- **Extracted data**
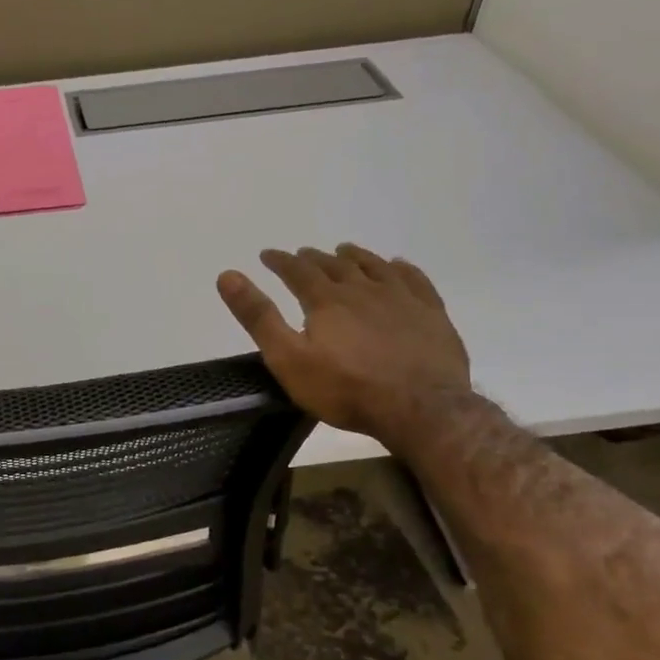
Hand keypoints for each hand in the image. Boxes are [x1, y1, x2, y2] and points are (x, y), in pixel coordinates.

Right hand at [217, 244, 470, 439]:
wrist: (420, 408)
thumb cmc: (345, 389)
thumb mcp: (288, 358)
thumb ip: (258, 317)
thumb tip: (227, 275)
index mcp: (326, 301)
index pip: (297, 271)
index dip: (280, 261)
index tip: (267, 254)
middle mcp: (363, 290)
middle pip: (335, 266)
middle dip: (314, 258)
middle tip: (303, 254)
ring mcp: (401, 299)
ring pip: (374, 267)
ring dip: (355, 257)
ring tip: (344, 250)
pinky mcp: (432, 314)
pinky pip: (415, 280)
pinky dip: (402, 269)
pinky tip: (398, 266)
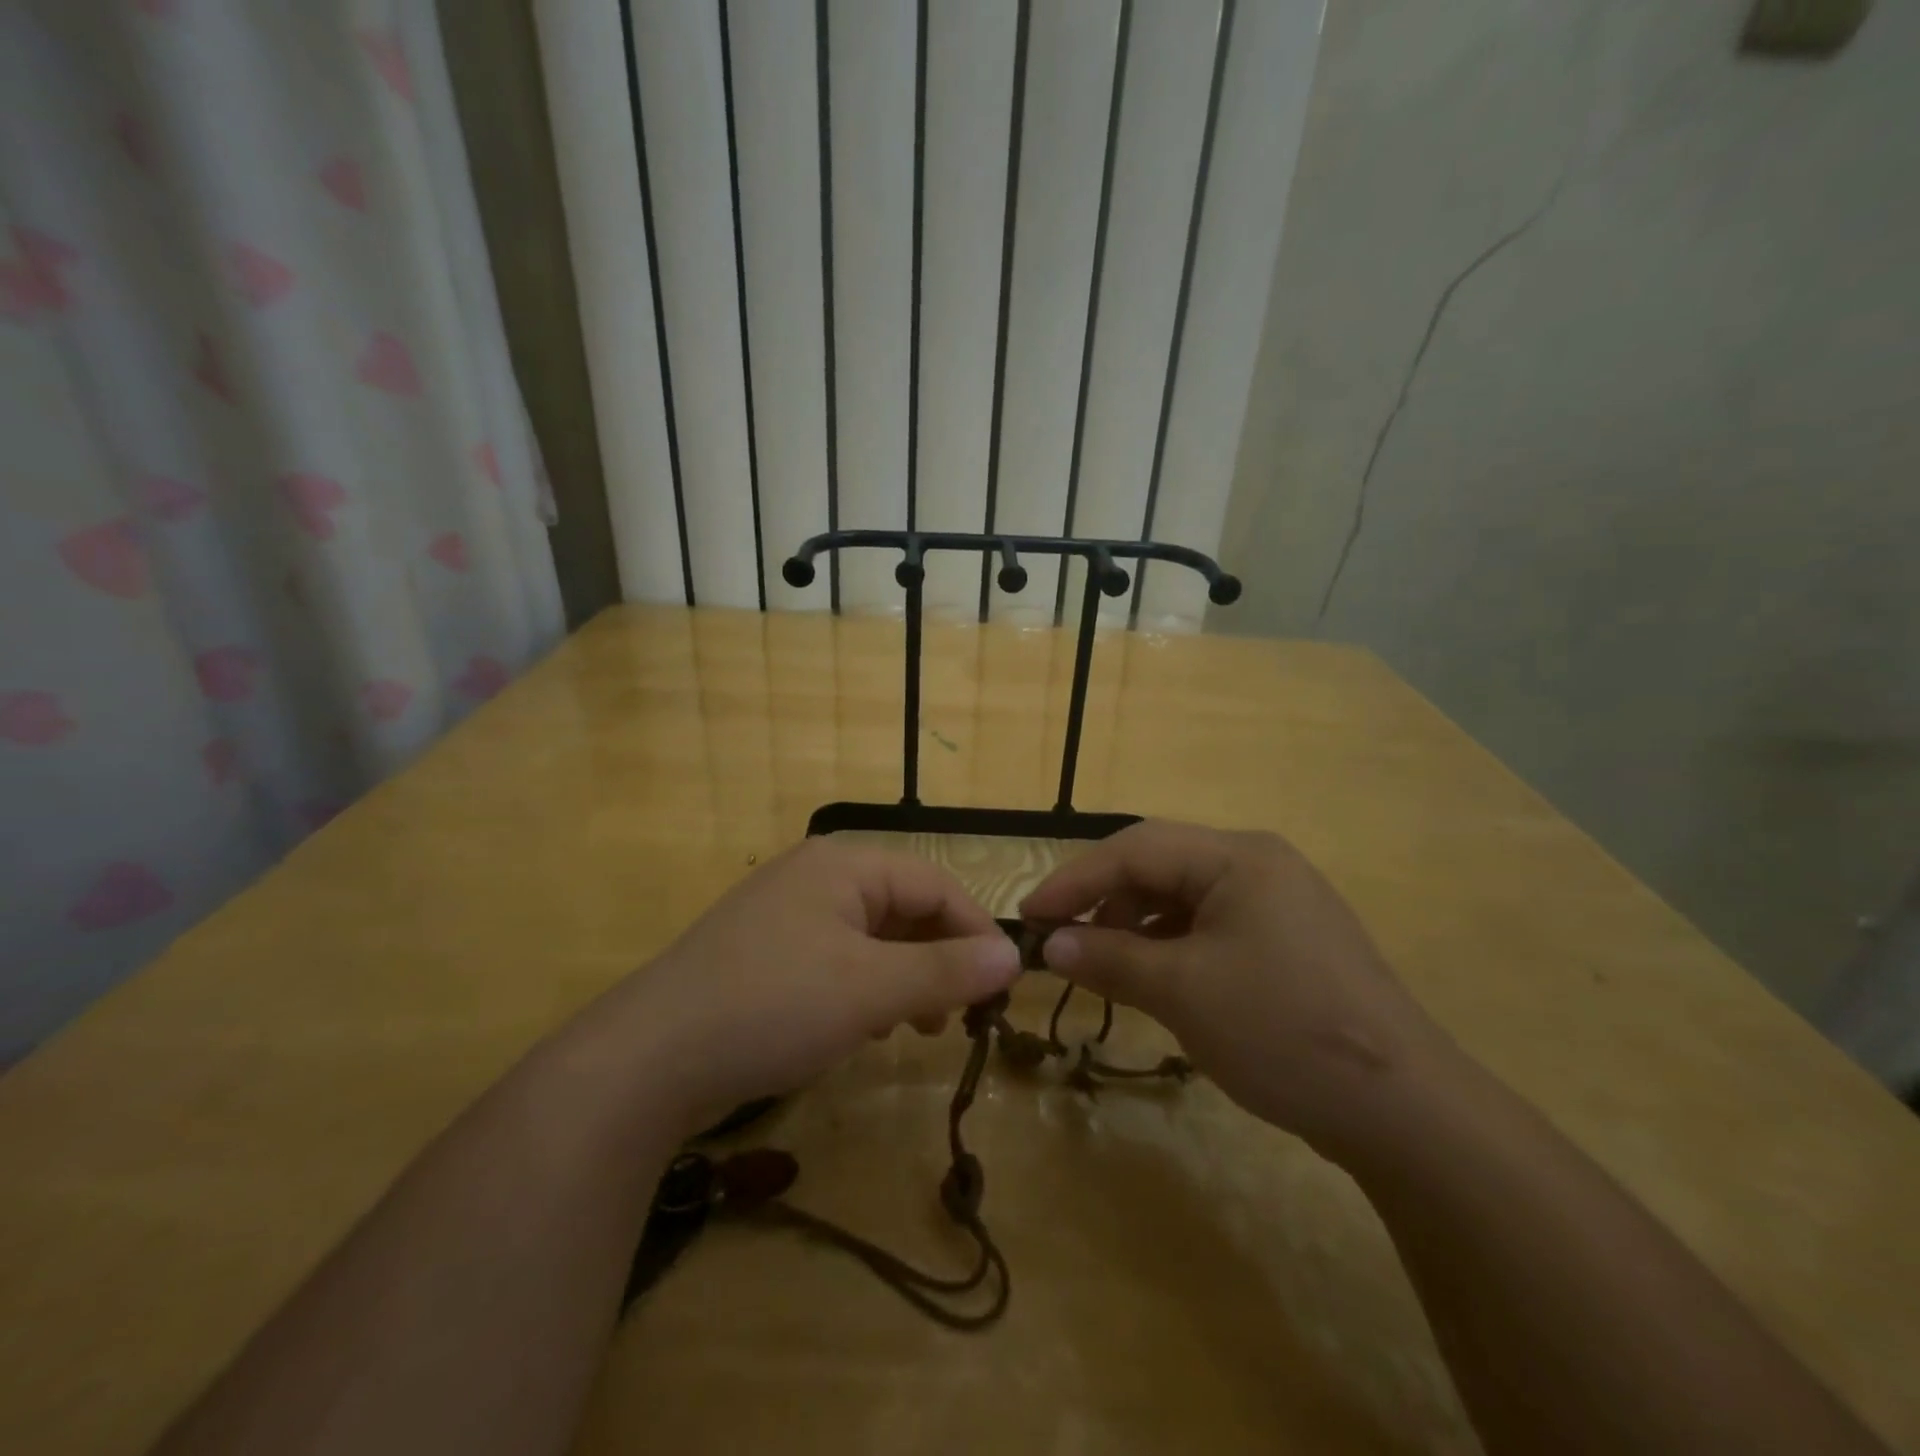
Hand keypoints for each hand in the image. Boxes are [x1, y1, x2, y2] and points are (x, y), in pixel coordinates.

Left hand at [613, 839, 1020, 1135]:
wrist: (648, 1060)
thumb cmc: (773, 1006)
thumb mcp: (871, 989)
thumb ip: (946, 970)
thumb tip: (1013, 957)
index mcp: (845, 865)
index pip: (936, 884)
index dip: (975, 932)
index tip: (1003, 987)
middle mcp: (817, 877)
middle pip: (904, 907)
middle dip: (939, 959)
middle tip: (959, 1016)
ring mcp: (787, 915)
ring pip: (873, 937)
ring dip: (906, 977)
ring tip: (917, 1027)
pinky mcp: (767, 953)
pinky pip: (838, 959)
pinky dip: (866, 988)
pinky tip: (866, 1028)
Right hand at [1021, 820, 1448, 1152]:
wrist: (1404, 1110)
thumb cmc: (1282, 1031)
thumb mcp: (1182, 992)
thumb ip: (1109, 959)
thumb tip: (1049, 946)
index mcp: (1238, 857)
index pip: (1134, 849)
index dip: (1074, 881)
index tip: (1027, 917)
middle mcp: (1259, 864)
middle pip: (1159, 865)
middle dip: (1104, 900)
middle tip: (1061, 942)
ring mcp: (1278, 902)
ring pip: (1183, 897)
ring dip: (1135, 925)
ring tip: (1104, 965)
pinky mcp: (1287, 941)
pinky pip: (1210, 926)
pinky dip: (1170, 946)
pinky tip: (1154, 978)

...

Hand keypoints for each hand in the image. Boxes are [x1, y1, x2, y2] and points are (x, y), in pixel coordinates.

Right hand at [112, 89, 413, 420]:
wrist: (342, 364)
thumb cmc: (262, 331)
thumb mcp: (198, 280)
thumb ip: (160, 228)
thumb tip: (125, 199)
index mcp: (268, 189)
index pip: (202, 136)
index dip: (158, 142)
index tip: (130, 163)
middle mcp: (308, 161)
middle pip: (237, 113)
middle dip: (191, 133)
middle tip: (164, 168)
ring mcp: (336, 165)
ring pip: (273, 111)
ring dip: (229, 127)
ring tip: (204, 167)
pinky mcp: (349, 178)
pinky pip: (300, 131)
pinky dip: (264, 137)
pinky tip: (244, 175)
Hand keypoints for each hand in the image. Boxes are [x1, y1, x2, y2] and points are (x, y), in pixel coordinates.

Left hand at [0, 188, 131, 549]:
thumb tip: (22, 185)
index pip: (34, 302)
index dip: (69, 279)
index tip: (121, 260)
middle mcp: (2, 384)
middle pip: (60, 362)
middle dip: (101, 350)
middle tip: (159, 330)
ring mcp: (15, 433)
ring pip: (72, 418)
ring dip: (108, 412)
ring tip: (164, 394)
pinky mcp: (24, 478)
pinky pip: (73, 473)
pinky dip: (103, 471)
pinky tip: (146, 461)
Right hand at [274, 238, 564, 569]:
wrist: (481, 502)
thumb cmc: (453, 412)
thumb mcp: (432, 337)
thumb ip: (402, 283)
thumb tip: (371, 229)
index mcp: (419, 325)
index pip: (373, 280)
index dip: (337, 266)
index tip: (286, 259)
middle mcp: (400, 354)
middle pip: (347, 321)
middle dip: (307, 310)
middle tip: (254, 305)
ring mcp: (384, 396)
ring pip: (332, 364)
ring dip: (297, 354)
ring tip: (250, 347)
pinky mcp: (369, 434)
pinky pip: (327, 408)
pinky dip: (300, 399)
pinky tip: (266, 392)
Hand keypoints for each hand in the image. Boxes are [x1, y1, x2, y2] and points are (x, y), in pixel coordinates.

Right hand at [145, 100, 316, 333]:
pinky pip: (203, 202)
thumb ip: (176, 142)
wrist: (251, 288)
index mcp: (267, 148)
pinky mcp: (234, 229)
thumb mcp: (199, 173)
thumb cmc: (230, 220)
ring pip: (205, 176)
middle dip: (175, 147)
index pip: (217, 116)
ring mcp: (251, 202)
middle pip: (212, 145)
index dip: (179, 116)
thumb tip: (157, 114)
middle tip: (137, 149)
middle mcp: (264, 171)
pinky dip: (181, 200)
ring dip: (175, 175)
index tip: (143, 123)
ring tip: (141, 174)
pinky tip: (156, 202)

- **Exercise goal**
Could you transcribe the entries above word for word, from the line with "index mcp: (1238, 857)" down to the line with "pinky tip: (1154, 978)", keeping both?

- **Written response**
index mcp: (1238, 857)
index pip: (1134, 849)
index dip: (1074, 881)
index tip: (1027, 917)
middle mcp: (1259, 864)
middle pip: (1159, 865)
middle dip: (1104, 900)
middle tip: (1061, 942)
ring mcp: (1278, 902)
ring pip: (1183, 897)
ring dip: (1135, 925)
ring tip: (1104, 965)
pinky mcp: (1287, 941)
pinky pip: (1210, 926)
pinky dip: (1170, 946)
pinky tip: (1154, 978)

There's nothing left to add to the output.